[[ Records for this task, beginning ]]
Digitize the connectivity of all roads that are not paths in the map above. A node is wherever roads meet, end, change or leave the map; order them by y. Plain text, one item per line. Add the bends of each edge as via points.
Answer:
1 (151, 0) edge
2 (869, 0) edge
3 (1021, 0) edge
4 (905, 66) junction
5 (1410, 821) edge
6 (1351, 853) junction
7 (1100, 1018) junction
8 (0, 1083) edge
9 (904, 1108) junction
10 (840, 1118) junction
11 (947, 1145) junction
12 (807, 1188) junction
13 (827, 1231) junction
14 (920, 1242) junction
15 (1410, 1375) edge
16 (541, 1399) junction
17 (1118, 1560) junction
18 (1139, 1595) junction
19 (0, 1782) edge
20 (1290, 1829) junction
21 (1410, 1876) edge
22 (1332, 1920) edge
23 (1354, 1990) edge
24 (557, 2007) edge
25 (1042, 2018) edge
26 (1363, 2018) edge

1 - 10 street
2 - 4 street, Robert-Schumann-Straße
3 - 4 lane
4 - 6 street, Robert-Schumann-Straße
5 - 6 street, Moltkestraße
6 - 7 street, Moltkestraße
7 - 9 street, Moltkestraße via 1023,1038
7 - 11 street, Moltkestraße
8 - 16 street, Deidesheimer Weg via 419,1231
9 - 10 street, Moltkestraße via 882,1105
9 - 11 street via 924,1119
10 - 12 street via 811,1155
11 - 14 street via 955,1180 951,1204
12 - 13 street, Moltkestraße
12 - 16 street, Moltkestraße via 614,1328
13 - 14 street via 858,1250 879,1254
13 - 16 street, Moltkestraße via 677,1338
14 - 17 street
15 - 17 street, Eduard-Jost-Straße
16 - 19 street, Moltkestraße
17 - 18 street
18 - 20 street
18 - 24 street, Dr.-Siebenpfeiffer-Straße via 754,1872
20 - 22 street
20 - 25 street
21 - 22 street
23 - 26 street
[[ Records for this task, end ]]
What the task asks: Reproduce, exactly, all the lines shown above.

Solution to the exercise:
Digitize the connectivity of all roads that are not paths in the map above. A node is wherever roads meet, end, change or leave the map; order them by y. Plain text, one item per line. Add the bends of each edge as via points.
Answer:
1 (151, 0) edge
2 (869, 0) edge
3 (1021, 0) edge
4 (905, 66) junction
5 (1410, 821) edge
6 (1351, 853) junction
7 (1100, 1018) junction
8 (0, 1083) edge
9 (904, 1108) junction
10 (840, 1118) junction
11 (947, 1145) junction
12 (807, 1188) junction
13 (827, 1231) junction
14 (920, 1242) junction
15 (1410, 1375) edge
16 (541, 1399) junction
17 (1118, 1560) junction
18 (1139, 1595) junction
19 (0, 1782) edge
20 (1290, 1829) junction
21 (1410, 1876) edge
22 (1332, 1920) edge
23 (1354, 1990) edge
24 (557, 2007) edge
25 (1042, 2018) edge
26 (1363, 2018) edge

1 - 10 street
2 - 4 street, Robert-Schumann-Straße
3 - 4 lane
4 - 6 street, Robert-Schumann-Straße
5 - 6 street, Moltkestraße
6 - 7 street, Moltkestraße
7 - 9 street, Moltkestraße via 1023,1038
7 - 11 street, Moltkestraße
8 - 16 street, Deidesheimer Weg via 419,1231
9 - 10 street, Moltkestraße via 882,1105
9 - 11 street via 924,1119
10 - 12 street via 811,1155
11 - 14 street via 955,1180 951,1204
12 - 13 street, Moltkestraße
12 - 16 street, Moltkestraße via 614,1328
13 - 14 street via 858,1250 879,1254
13 - 16 street, Moltkestraße via 677,1338
14 - 17 street
15 - 17 street, Eduard-Jost-Straße
16 - 19 street, Moltkestraße
17 - 18 street
18 - 20 street
18 - 24 street, Dr.-Siebenpfeiffer-Straße via 754,1872
20 - 22 street
20 - 25 street
21 - 22 street
23 - 26 street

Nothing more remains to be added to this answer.